START Available records

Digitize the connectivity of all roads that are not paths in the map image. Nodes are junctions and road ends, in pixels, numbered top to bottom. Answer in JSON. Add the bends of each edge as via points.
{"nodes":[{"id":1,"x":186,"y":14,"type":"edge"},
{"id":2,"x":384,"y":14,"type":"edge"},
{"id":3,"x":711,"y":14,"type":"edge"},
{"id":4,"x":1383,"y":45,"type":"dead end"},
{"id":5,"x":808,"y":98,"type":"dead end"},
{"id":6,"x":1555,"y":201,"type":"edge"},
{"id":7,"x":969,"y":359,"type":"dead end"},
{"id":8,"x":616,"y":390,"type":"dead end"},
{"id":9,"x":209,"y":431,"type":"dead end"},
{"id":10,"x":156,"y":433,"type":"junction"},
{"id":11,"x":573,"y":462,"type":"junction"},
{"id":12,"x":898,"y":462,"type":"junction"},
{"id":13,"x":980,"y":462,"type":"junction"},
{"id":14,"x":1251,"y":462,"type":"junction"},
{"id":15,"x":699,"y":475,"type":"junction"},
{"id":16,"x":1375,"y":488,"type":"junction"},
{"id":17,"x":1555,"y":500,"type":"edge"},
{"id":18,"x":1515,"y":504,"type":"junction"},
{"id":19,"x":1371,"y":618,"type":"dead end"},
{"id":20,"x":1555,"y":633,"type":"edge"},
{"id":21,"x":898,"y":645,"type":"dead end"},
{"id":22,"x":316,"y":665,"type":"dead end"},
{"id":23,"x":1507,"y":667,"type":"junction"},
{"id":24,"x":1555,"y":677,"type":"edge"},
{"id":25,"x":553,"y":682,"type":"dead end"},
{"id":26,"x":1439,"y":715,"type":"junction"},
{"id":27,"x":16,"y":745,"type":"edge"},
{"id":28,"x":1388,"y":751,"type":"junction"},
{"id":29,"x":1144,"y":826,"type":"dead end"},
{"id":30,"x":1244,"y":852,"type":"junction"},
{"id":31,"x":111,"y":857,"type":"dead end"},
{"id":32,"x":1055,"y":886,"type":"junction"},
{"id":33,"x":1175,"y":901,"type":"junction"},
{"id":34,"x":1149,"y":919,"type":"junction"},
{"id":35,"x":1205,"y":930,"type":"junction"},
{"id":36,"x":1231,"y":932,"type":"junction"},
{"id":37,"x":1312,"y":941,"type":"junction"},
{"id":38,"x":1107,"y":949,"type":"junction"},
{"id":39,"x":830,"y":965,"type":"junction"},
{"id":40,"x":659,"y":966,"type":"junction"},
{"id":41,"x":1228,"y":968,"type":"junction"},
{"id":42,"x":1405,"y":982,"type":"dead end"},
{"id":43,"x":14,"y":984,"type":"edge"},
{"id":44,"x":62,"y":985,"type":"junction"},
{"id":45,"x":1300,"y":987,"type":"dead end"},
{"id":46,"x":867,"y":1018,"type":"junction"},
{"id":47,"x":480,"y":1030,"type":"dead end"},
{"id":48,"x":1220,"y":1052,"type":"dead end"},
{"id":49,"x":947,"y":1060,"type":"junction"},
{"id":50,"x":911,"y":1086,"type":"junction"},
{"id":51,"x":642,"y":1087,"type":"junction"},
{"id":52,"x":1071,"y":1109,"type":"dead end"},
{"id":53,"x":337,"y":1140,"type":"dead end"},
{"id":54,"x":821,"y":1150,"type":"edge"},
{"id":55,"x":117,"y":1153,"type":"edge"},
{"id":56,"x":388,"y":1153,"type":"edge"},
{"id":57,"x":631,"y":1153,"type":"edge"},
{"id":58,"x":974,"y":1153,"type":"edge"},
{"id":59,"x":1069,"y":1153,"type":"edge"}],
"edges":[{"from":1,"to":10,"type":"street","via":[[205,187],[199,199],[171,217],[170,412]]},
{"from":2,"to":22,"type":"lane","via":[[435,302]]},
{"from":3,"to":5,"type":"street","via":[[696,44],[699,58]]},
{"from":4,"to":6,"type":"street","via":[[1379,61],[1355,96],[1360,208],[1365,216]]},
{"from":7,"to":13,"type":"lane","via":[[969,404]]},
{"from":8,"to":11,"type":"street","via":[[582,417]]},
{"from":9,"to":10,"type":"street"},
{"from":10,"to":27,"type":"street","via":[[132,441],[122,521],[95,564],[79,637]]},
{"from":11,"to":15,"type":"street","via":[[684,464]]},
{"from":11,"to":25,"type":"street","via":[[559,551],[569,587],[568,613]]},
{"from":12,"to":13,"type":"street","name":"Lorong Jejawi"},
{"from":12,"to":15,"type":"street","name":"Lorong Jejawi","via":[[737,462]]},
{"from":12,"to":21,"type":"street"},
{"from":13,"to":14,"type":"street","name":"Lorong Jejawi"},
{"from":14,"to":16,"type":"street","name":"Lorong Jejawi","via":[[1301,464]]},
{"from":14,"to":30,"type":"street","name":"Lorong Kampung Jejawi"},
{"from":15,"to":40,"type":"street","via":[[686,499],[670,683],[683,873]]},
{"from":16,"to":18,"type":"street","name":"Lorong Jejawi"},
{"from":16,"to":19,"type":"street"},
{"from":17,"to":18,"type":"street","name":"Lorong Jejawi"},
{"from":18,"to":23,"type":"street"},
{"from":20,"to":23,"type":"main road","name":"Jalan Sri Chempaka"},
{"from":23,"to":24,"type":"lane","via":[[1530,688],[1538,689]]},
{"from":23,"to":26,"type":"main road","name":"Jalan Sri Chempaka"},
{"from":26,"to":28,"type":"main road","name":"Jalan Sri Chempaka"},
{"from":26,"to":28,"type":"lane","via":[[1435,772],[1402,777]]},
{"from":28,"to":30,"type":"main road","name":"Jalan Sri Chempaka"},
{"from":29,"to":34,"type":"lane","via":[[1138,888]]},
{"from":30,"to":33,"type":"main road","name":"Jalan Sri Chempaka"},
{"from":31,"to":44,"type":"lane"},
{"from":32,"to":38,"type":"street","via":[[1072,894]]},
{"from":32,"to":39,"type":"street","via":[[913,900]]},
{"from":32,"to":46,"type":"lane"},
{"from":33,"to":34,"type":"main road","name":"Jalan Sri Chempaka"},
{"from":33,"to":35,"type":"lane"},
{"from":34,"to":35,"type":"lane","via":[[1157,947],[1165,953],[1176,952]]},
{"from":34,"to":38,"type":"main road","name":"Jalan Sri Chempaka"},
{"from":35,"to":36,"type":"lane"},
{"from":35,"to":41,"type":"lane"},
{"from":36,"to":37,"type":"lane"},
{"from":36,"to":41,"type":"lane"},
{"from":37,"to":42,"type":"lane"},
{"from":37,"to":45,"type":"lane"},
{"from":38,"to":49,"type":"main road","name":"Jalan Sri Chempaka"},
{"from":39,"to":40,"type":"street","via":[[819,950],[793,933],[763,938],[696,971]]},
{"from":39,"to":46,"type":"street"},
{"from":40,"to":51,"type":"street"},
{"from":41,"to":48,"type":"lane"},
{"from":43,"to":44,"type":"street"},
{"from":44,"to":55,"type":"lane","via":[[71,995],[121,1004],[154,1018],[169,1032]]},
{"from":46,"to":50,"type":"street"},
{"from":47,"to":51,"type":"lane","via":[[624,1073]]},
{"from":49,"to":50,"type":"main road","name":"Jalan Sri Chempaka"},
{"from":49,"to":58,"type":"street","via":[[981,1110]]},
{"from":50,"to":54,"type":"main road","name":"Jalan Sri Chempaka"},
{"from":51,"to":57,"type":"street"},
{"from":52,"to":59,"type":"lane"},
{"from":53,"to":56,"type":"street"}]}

END Available records

__About this exercise__
Could you restate every record word for word?

__Response below__
Digitize the connectivity of all roads that are not paths in the map image. Nodes are junctions and road ends, in pixels, numbered top to bottom. Answer in JSON. Add the bends of each edge as via points.
{"nodes":[{"id":1,"x":186,"y":14,"type":"edge"},
{"id":2,"x":384,"y":14,"type":"edge"},
{"id":3,"x":711,"y":14,"type":"edge"},
{"id":4,"x":1383,"y":45,"type":"dead end"},
{"id":5,"x":808,"y":98,"type":"dead end"},
{"id":6,"x":1555,"y":201,"type":"edge"},
{"id":7,"x":969,"y":359,"type":"dead end"},
{"id":8,"x":616,"y":390,"type":"dead end"},
{"id":9,"x":209,"y":431,"type":"dead end"},
{"id":10,"x":156,"y":433,"type":"junction"},
{"id":11,"x":573,"y":462,"type":"junction"},
{"id":12,"x":898,"y":462,"type":"junction"},
{"id":13,"x":980,"y":462,"type":"junction"},
{"id":14,"x":1251,"y":462,"type":"junction"},
{"id":15,"x":699,"y":475,"type":"junction"},
{"id":16,"x":1375,"y":488,"type":"junction"},
{"id":17,"x":1555,"y":500,"type":"edge"},
{"id":18,"x":1515,"y":504,"type":"junction"},
{"id":19,"x":1371,"y":618,"type":"dead end"},
{"id":20,"x":1555,"y":633,"type":"edge"},
{"id":21,"x":898,"y":645,"type":"dead end"},
{"id":22,"x":316,"y":665,"type":"dead end"},
{"id":23,"x":1507,"y":667,"type":"junction"},
{"id":24,"x":1555,"y":677,"type":"edge"},
{"id":25,"x":553,"y":682,"type":"dead end"},
{"id":26,"x":1439,"y":715,"type":"junction"},
{"id":27,"x":16,"y":745,"type":"edge"},
{"id":28,"x":1388,"y":751,"type":"junction"},
{"id":29,"x":1144,"y":826,"type":"dead end"},
{"id":30,"x":1244,"y":852,"type":"junction"},
{"id":31,"x":111,"y":857,"type":"dead end"},
{"id":32,"x":1055,"y":886,"type":"junction"},
{"id":33,"x":1175,"y":901,"type":"junction"},
{"id":34,"x":1149,"y":919,"type":"junction"},
{"id":35,"x":1205,"y":930,"type":"junction"},
{"id":36,"x":1231,"y":932,"type":"junction"},
{"id":37,"x":1312,"y":941,"type":"junction"},
{"id":38,"x":1107,"y":949,"type":"junction"},
{"id":39,"x":830,"y":965,"type":"junction"},
{"id":40,"x":659,"y":966,"type":"junction"},
{"id":41,"x":1228,"y":968,"type":"junction"},
{"id":42,"x":1405,"y":982,"type":"dead end"},
{"id":43,"x":14,"y":984,"type":"edge"},
{"id":44,"x":62,"y":985,"type":"junction"},
{"id":45,"x":1300,"y":987,"type":"dead end"},
{"id":46,"x":867,"y":1018,"type":"junction"},
{"id":47,"x":480,"y":1030,"type":"dead end"},
{"id":48,"x":1220,"y":1052,"type":"dead end"},
{"id":49,"x":947,"y":1060,"type":"junction"},
{"id":50,"x":911,"y":1086,"type":"junction"},
{"id":51,"x":642,"y":1087,"type":"junction"},
{"id":52,"x":1071,"y":1109,"type":"dead end"},
{"id":53,"x":337,"y":1140,"type":"dead end"},
{"id":54,"x":821,"y":1150,"type":"edge"},
{"id":55,"x":117,"y":1153,"type":"edge"},
{"id":56,"x":388,"y":1153,"type":"edge"},
{"id":57,"x":631,"y":1153,"type":"edge"},
{"id":58,"x":974,"y":1153,"type":"edge"},
{"id":59,"x":1069,"y":1153,"type":"edge"}],
"edges":[{"from":1,"to":10,"type":"street","via":[[205,187],[199,199],[171,217],[170,412]]},
{"from":2,"to":22,"type":"lane","via":[[435,302]]},
{"from":3,"to":5,"type":"street","via":[[696,44],[699,58]]},
{"from":4,"to":6,"type":"street","via":[[1379,61],[1355,96],[1360,208],[1365,216]]},
{"from":7,"to":13,"type":"lane","via":[[969,404]]},
{"from":8,"to":11,"type":"street","via":[[582,417]]},
{"from":9,"to":10,"type":"street"},
{"from":10,"to":27,"type":"street","via":[[132,441],[122,521],[95,564],[79,637]]},
{"from":11,"to":15,"type":"street","via":[[684,464]]},
{"from":11,"to":25,"type":"street","via":[[559,551],[569,587],[568,613]]},
{"from":12,"to":13,"type":"street","name":"Lorong Jejawi"},
{"from":12,"to":15,"type":"street","name":"Lorong Jejawi","via":[[737,462]]},
{"from":12,"to":21,"type":"street"},
{"from":13,"to":14,"type":"street","name":"Lorong Jejawi"},
{"from":14,"to":16,"type":"street","name":"Lorong Jejawi","via":[[1301,464]]},
{"from":14,"to":30,"type":"street","name":"Lorong Kampung Jejawi"},
{"from":15,"to":40,"type":"street","via":[[686,499],[670,683],[683,873]]},
{"from":16,"to":18,"type":"street","name":"Lorong Jejawi"},
{"from":16,"to":19,"type":"street"},
{"from":17,"to":18,"type":"street","name":"Lorong Jejawi"},
{"from":18,"to":23,"type":"street"},
{"from":20,"to":23,"type":"main road","name":"Jalan Sri Chempaka"},
{"from":23,"to":24,"type":"lane","via":[[1530,688],[1538,689]]},
{"from":23,"to":26,"type":"main road","name":"Jalan Sri Chempaka"},
{"from":26,"to":28,"type":"main road","name":"Jalan Sri Chempaka"},
{"from":26,"to":28,"type":"lane","via":[[1435,772],[1402,777]]},
{"from":28,"to":30,"type":"main road","name":"Jalan Sri Chempaka"},
{"from":29,"to":34,"type":"lane","via":[[1138,888]]},
{"from":30,"to":33,"type":"main road","name":"Jalan Sri Chempaka"},
{"from":31,"to":44,"type":"lane"},
{"from":32,"to":38,"type":"street","via":[[1072,894]]},
{"from":32,"to":39,"type":"street","via":[[913,900]]},
{"from":32,"to":46,"type":"lane"},
{"from":33,"to":34,"type":"main road","name":"Jalan Sri Chempaka"},
{"from":33,"to":35,"type":"lane"},
{"from":34,"to":35,"type":"lane","via":[[1157,947],[1165,953],[1176,952]]},
{"from":34,"to":38,"type":"main road","name":"Jalan Sri Chempaka"},
{"from":35,"to":36,"type":"lane"},
{"from":35,"to":41,"type":"lane"},
{"from":36,"to":37,"type":"lane"},
{"from":36,"to":41,"type":"lane"},
{"from":37,"to":42,"type":"lane"},
{"from":37,"to":45,"type":"lane"},
{"from":38,"to":49,"type":"main road","name":"Jalan Sri Chempaka"},
{"from":39,"to":40,"type":"street","via":[[819,950],[793,933],[763,938],[696,971]]},
{"from":39,"to":46,"type":"street"},
{"from":40,"to":51,"type":"street"},
{"from":41,"to":48,"type":"lane"},
{"from":43,"to":44,"type":"street"},
{"from":44,"to":55,"type":"lane","via":[[71,995],[121,1004],[154,1018],[169,1032]]},
{"from":46,"to":50,"type":"street"},
{"from":47,"to":51,"type":"lane","via":[[624,1073]]},
{"from":49,"to":50,"type":"main road","name":"Jalan Sri Chempaka"},
{"from":49,"to":58,"type":"street","via":[[981,1110]]},
{"from":50,"to":54,"type":"main road","name":"Jalan Sri Chempaka"},
{"from":51,"to":57,"type":"street"},
{"from":52,"to":59,"type":"lane"},
{"from":53,"to":56,"type":"street"}]}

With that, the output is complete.